Work task
Locate each line below that includes "linecap" and reproduce it.

Data section
= Beginning of Section =

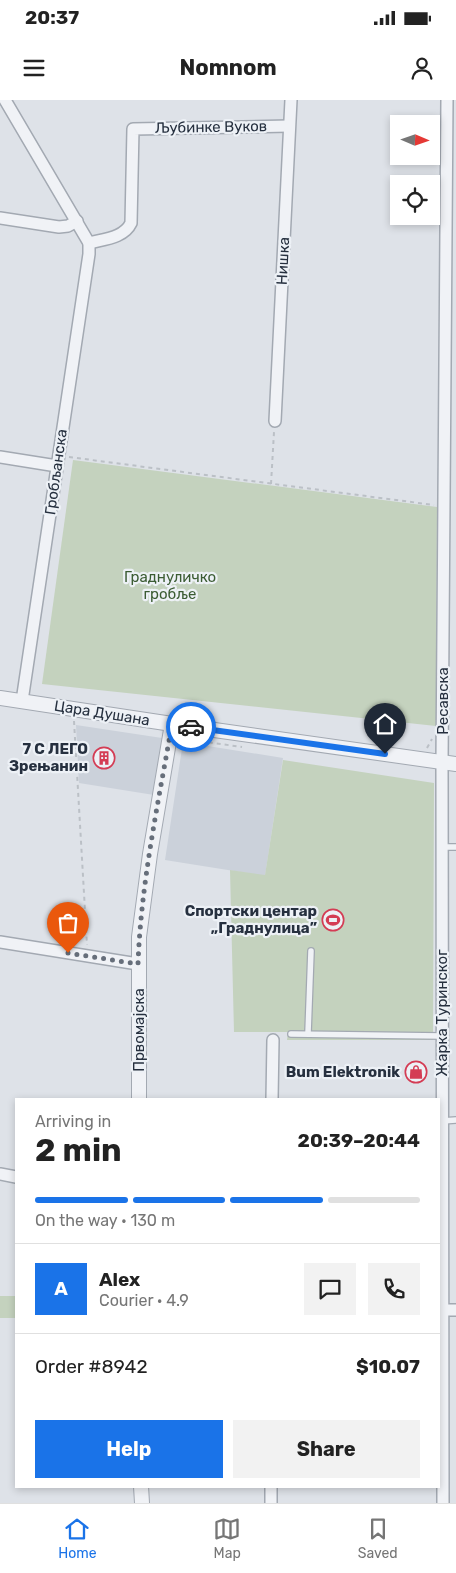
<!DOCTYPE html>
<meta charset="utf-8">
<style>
:root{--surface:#fff;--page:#f2f2f2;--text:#222;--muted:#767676;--line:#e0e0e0;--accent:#1a73e8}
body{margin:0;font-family:Rubik,sans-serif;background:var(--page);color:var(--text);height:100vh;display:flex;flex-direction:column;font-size:19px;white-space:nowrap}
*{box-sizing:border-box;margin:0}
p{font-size:16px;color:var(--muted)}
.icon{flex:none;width:28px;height:28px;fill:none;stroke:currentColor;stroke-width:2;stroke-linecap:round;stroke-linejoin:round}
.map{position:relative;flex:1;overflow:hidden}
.details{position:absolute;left:15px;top:998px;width:425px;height:390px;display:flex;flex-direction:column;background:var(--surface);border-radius:0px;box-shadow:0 2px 8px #0003}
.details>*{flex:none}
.needle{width:32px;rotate:92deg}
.controls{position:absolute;left:390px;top:15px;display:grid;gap:10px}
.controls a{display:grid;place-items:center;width:50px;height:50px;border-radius:0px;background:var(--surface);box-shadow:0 2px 8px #0003;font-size:25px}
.pin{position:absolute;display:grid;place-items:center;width:42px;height:42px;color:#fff;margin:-51px -21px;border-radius:50% 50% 50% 0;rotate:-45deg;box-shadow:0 0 5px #0007}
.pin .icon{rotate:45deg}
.courier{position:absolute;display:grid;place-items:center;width:50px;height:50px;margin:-25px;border:4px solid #1a73e8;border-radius:50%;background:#fff;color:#222;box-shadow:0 1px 6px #0007}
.overview em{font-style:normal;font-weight:700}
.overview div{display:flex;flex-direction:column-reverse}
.overview{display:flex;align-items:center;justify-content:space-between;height:85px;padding:0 20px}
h1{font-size:32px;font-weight:700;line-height:38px}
.bar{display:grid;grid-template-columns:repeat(4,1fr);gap:8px 5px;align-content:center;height:60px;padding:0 20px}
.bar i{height:6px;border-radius:4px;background:var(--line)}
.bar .on{background:var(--accent)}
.bar p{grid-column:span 4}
.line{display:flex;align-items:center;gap:12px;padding:0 20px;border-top:1px solid var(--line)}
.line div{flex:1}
.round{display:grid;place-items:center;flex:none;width:52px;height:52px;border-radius:0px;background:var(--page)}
.action{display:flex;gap:10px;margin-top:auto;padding:10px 20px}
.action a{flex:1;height:58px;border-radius:0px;background:var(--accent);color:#fff;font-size:20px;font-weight:700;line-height:58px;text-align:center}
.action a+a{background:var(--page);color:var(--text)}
.status{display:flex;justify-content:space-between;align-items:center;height:35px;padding:0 25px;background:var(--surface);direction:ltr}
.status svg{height:14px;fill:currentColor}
header{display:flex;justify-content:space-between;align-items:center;height:65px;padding:0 20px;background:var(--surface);font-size:22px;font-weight:700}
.menu{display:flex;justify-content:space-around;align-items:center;height:70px;border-top:1px solid var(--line);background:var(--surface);font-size:14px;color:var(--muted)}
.menu a{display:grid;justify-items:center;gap:2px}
.menu .on{color:var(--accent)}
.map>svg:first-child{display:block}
.built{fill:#cbd1da}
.green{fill:#c4d2be}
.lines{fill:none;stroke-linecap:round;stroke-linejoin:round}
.service-casing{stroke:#a3a9b2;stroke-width:8}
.minor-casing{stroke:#a3a9b2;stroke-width:14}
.tertiary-casing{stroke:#a3a9b2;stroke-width:16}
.path{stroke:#bbc0c6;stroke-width:2;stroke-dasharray:4 4;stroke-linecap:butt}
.service{stroke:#f0f2f6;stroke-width:5.5}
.minor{stroke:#f0f2f6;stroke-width:11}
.tertiary{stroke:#f0f2f6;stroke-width:14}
.done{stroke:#666e7a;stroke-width:5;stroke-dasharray:0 9}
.route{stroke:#1a73e8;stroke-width:6}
.labels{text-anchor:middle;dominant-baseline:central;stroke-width:4.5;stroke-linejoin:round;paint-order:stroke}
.street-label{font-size:15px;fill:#26303f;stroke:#edf1f6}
.park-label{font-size:15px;fill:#3b5c33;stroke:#edf1f6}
.poi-label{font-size:15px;font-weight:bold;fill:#26303f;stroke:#edf1f6;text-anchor:end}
</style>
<div class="status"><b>20:37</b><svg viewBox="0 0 49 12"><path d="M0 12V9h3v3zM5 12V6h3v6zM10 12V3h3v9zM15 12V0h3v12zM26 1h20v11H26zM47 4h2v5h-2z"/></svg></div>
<header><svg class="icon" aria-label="menu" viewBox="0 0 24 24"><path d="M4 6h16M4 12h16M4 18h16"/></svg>Nomnom<svg class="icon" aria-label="person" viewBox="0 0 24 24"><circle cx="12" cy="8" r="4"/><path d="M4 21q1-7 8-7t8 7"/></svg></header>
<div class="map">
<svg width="456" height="1403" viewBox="0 0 456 1403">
<rect width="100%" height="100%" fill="#dee2e8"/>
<g class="built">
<path d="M76 625 162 638 154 695 79 683Z"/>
<path d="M183 642 283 658 265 776 165 760Z"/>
</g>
<g class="green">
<path d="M73 360 437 407 436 626 42 584Z"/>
<path d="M283 660 434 683 433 940H287L288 932H234L230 770 265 775Z"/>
<rect x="0" y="1196" width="16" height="22"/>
</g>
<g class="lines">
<g class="service-casing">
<g id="service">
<path d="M442 747H456"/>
<path d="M308 933 311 851"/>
<path d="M291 934 442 936"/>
<path d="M442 1021 456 1020"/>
</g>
</g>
<g class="minor-casing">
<g id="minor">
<path d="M5 0 89 143V154L22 601"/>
<path d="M0 118 59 127 68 126 77 121"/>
<path d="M89 143C104 139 124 138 131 123L133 29 289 26"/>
<path d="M275 321 291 0"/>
<path d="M0 357 57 366"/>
<path d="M0 842 138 864"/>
<path d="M272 999 273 940"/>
<path d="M0 1074 16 1077"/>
<path d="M439 1210H456"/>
<path d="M271 1403V1386"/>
<path d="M443 1403 442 662 447 0"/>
</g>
</g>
<g class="tertiary-casing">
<g id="tertiary">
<path d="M0 598 172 624 456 664"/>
<path d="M139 999V837L150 754 172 624"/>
<path d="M141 1386 142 1403"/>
</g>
</g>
<g class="path">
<path d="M69 357 434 405"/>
<path d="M271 384 274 332"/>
<path d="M74 621 87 845"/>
<path d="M185 639 242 647"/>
<path d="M427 648 432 639"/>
</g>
<use href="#service" class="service"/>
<use href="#minor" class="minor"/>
<use href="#tertiary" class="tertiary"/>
</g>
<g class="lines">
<path class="done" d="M68 853 138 864C141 783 158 704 172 624L191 627"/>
<path class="route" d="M191 627 385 654"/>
</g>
<defs>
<g id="building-ring" transform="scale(1.125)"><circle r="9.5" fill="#edf1f6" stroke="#d43c54" stroke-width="1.5"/><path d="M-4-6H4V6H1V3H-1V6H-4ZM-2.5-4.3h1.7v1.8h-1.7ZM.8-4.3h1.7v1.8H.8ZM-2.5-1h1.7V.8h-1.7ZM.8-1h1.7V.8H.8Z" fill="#d43c54"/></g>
<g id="stadium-ring" transform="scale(1.125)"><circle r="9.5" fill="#edf1f6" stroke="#d43c54" stroke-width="1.5"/><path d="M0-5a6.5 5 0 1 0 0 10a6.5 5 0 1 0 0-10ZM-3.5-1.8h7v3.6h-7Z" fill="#d43c54"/></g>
<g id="shop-ring" transform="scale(1.125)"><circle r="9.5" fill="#edf1f6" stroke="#d43c54" stroke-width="1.5"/><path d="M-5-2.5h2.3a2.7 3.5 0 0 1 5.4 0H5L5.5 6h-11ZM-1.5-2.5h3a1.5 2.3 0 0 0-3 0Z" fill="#d43c54"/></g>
</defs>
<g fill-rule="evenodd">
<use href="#building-ring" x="104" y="658"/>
<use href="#stadium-ring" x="333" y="820"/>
<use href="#shop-ring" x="416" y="972"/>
</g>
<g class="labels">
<g class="street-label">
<text transform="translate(211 27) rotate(-1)">Љубинке Вуков</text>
<text transform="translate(283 161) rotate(-87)">Нишка</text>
<text transform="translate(56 372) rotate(-82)">Гробљанска</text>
<text transform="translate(443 601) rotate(-90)">Ресавска</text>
<text transform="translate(102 613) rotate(9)">Цара Душана</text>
<text transform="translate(442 913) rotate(-90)">Жарка Туринског</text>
<text transform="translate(139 930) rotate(-90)">Првомајска</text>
</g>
<g class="park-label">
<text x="170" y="477">Граднуличко<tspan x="170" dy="17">гробље</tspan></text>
</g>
<g class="poi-label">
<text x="88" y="649">7 С ЛЕГО<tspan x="88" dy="17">Зрењанин</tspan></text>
<text x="317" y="811">Спортски центар<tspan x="317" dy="17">„Граднулица”</tspan></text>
<text x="400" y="972">Bum Elektronik</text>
</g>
</g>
</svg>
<div class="controls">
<a><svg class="needle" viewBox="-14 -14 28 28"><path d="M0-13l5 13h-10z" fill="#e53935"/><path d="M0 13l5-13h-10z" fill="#767676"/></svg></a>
<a><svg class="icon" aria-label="locate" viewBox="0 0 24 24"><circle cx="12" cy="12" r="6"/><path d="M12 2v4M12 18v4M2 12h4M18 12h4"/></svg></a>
</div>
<div class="pin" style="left:68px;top:853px;background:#ea580c"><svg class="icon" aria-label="bag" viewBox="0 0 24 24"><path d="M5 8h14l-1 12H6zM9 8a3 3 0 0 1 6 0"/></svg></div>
<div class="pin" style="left:385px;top:654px;background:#1f2937"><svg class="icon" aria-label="home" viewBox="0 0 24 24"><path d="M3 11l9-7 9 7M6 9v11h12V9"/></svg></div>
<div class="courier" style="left:191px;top:627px"><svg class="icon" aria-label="car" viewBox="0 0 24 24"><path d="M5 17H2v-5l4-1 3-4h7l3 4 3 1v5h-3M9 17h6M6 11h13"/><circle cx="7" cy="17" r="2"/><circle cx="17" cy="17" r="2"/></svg></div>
<section class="details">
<div class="overview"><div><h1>2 min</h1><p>Arriving in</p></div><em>20:39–20:44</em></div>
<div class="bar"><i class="on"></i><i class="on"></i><i class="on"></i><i></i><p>On the way · 130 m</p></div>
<div class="line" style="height:90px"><b class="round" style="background:var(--accent);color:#fff">A</b><div><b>Alex</b><p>Courier · 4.9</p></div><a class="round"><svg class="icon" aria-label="chat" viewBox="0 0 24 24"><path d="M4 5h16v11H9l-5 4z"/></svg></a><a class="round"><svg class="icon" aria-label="phone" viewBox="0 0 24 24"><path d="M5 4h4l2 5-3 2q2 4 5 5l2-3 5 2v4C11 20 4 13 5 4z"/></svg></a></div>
<div class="line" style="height:65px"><div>Order #8942</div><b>$10.07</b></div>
<div class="action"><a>Help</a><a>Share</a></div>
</section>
</div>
<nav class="menu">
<a class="on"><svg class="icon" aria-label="home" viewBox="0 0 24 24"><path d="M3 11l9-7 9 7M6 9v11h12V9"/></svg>Home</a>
<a><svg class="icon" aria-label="map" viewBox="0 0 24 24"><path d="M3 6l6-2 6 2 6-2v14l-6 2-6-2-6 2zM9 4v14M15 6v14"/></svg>Map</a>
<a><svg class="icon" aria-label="saved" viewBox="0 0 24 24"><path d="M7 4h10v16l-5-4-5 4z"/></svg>Saved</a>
</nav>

= End of Section =

Solution to the exercise
.icon{flex:none;width:28px;height:28px;fill:none;stroke:currentColor;stroke-width:2;stroke-linecap:round;stroke-linejoin:round}
.lines{fill:none;stroke-linecap:round;stroke-linejoin:round}
.path{stroke:#bbc0c6;stroke-width:2;stroke-dasharray:4 4;stroke-linecap:butt}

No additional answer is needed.